From: Kent Karlsson (kentk@cs.chalmers.se)
Date: Tue Jul 06 2004 - 10:25:40 CDT

  • Next message: Gerd Schumacher: "Re: Looking for transcription or transliteration standards latin- >arabic"

    > <http://www.unicode.org/reports/tr15/> says:
    >
    > int SIndex = last - SBase;
    ...

    The arithmetic decomposition of the Hangul Syllable
    characters can be described as follows:

    Each Hangul precomposed syllable character of
    Hangul_Syllable_Type LV has a canonical decomposition
    into an L and a V Hangul jamo:

    LV: s
    L in 1100–1112: LBase + ((s – SBase) div NCount)
    V in 1161–1175: VBase + (((s – SBase) mod NCount) div TCountP1)

    Each Hangul precomposed syllable character of
    Hangul_Syllable_Type LVT has a canonical decomposition
    into an LV Hangul syllable character and a T Hangul jamo:

    LVT: s
    LV: SBase + (((s – SBase) div NCount) * NCount)
    T in 11A8–11C2: TBaseM1 + ((s – SBase) mod TCountP1)

    (TBaseM1 is TBase-1, and TCountP1 is TCount+1)
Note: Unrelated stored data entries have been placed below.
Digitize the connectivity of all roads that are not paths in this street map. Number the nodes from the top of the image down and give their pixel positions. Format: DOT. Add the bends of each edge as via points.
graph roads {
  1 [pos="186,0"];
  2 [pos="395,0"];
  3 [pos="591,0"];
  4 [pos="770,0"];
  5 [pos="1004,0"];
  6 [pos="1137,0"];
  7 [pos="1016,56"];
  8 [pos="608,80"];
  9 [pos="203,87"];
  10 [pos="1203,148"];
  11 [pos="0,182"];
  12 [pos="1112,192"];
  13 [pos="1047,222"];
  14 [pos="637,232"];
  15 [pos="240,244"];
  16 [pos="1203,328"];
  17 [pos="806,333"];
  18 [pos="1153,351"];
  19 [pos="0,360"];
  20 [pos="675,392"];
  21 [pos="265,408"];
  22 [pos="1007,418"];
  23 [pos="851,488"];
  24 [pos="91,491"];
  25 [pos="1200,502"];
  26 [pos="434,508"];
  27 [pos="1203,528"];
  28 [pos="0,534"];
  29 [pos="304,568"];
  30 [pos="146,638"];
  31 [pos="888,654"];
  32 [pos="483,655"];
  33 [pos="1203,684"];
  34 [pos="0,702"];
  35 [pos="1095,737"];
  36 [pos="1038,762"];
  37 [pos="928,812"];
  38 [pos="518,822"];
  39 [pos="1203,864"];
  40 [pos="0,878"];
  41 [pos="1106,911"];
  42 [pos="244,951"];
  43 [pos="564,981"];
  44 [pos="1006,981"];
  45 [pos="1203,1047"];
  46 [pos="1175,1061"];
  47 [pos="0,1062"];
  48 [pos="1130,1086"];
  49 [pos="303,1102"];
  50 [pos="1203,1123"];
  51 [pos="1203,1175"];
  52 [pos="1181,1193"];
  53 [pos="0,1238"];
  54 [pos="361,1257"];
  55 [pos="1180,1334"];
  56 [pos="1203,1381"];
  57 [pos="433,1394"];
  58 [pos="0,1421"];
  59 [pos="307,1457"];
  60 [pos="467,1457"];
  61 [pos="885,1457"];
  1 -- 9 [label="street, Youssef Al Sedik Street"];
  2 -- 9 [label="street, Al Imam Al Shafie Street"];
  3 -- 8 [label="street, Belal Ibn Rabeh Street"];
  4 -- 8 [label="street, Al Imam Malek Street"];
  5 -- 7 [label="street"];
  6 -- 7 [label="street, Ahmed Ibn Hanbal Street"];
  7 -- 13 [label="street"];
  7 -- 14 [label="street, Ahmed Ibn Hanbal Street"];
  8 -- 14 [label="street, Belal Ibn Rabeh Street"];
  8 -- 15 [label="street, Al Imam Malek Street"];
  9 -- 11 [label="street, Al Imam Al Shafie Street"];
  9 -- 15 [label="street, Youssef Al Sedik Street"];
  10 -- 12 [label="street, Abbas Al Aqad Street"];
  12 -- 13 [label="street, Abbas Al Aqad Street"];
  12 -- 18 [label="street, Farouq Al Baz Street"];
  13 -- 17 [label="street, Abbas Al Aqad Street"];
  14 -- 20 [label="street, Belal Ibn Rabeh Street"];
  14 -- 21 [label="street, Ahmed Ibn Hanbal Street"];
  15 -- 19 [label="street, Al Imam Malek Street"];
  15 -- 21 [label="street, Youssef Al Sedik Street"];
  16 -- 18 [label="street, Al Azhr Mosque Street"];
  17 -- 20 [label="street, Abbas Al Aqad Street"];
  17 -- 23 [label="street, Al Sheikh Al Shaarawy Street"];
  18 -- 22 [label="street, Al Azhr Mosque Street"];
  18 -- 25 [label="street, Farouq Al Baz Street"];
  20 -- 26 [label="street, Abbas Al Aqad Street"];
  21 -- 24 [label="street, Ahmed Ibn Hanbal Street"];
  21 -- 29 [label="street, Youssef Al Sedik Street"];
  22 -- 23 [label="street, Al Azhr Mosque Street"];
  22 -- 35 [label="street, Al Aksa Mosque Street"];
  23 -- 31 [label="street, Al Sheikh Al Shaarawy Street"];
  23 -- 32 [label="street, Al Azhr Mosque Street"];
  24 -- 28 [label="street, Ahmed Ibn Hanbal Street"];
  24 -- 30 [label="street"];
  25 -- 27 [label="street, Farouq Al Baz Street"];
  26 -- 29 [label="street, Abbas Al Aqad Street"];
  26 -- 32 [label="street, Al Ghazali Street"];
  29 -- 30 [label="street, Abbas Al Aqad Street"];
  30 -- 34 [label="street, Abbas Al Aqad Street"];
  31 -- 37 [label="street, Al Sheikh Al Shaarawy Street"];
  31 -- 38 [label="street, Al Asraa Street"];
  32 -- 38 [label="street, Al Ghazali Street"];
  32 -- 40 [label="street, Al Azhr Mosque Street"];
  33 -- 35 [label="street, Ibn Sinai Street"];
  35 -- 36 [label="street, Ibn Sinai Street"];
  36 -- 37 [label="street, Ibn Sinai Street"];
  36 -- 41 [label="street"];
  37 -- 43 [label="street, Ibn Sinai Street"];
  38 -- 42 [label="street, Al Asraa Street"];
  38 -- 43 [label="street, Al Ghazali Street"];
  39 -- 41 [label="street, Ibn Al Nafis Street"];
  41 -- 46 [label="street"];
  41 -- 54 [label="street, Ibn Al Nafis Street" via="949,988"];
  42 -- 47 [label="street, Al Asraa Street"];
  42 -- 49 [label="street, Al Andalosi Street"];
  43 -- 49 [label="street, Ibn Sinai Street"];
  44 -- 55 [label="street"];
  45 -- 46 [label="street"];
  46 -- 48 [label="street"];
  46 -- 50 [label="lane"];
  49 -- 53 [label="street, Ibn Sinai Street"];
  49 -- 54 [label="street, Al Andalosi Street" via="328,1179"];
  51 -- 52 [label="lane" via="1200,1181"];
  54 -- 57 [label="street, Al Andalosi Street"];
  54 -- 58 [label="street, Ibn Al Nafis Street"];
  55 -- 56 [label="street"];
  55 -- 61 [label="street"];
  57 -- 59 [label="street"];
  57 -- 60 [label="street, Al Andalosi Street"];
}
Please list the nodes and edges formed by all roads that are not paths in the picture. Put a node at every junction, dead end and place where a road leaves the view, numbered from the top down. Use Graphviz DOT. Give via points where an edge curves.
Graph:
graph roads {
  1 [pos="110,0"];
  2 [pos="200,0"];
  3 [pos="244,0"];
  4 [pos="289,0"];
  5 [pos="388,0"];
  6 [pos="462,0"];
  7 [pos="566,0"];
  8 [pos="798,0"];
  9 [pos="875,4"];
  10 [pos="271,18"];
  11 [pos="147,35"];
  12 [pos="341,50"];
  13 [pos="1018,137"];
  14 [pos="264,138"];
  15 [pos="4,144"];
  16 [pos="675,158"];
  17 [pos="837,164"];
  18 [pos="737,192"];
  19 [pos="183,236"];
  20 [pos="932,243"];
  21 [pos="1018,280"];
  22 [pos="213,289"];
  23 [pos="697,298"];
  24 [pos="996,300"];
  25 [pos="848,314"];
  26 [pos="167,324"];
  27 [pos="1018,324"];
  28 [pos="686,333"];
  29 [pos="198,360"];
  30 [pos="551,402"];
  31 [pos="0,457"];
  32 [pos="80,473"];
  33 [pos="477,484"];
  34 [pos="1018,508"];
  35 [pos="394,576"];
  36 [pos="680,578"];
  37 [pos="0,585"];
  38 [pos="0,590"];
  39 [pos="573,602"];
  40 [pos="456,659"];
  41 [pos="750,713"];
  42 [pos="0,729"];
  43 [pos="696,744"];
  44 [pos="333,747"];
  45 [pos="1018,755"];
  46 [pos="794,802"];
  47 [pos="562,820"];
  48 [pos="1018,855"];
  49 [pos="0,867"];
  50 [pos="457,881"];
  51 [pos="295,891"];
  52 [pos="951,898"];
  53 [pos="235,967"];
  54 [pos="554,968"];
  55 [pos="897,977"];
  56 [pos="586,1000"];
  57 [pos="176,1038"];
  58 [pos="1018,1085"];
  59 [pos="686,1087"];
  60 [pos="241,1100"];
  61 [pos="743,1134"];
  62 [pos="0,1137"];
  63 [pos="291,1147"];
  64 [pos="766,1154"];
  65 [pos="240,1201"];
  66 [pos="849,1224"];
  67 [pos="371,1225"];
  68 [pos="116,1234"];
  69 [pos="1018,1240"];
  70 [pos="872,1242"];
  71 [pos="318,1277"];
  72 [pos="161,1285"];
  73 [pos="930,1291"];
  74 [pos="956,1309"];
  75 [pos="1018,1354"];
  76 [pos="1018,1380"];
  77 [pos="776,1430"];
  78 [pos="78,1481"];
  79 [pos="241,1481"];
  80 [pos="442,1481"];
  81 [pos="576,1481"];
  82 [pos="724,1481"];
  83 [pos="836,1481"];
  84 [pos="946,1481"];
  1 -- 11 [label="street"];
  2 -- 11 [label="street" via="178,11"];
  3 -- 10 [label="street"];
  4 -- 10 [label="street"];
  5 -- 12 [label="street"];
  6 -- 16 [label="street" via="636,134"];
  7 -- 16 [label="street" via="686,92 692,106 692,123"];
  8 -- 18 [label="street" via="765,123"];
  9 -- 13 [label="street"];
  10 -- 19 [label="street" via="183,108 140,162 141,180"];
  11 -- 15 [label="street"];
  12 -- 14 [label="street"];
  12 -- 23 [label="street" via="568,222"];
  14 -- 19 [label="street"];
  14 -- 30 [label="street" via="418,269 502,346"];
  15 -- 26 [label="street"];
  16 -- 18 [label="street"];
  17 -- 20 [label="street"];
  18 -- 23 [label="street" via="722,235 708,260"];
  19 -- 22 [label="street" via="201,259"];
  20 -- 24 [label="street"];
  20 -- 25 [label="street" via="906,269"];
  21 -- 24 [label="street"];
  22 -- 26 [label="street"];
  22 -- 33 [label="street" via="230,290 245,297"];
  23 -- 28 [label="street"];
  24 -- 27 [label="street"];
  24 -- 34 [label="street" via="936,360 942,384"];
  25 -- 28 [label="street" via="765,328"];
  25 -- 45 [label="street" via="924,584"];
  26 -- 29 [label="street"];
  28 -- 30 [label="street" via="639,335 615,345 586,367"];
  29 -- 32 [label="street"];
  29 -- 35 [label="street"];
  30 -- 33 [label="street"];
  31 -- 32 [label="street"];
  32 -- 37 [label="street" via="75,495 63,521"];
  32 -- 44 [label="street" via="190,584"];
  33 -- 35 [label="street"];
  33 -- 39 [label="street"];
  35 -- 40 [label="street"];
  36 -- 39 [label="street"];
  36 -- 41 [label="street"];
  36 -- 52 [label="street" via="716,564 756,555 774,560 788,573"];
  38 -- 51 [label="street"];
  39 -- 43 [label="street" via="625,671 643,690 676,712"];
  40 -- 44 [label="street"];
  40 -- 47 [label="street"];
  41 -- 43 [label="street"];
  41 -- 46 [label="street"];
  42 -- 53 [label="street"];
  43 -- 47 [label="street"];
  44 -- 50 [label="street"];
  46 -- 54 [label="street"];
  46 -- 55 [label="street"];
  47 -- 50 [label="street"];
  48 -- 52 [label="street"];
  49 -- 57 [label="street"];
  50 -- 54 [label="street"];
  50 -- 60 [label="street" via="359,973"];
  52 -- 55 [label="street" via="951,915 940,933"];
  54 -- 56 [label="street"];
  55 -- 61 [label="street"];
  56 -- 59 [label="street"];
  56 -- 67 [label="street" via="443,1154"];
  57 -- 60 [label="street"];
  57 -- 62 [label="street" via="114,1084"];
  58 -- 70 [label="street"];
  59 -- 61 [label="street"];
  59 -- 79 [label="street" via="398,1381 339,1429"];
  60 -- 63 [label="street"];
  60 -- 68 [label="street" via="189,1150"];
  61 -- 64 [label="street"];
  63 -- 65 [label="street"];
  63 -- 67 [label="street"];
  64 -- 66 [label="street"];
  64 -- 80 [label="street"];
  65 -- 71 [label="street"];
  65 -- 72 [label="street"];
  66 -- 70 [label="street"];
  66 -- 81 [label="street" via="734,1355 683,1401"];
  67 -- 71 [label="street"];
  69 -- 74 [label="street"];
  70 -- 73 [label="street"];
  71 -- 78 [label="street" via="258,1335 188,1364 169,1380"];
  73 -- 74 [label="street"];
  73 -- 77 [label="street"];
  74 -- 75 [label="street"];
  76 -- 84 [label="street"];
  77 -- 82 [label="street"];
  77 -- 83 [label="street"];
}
    This makes them decompose just like other canonical
    decompositions into (one or) two other characters;
    not more than two. The arithmetic description is then
    just a shorthand for a long list of 11000+ canonical
    decompositions (which can't be into more than two
    other characters). They could in principle be handled
    in normalisation code just like any other canonical
    decomposition/composition, given that expanded table.
    Code based on the arithmetic expressions are just more
    efficient in achieving the same thing.

    The composition can likewise be described arithmetically.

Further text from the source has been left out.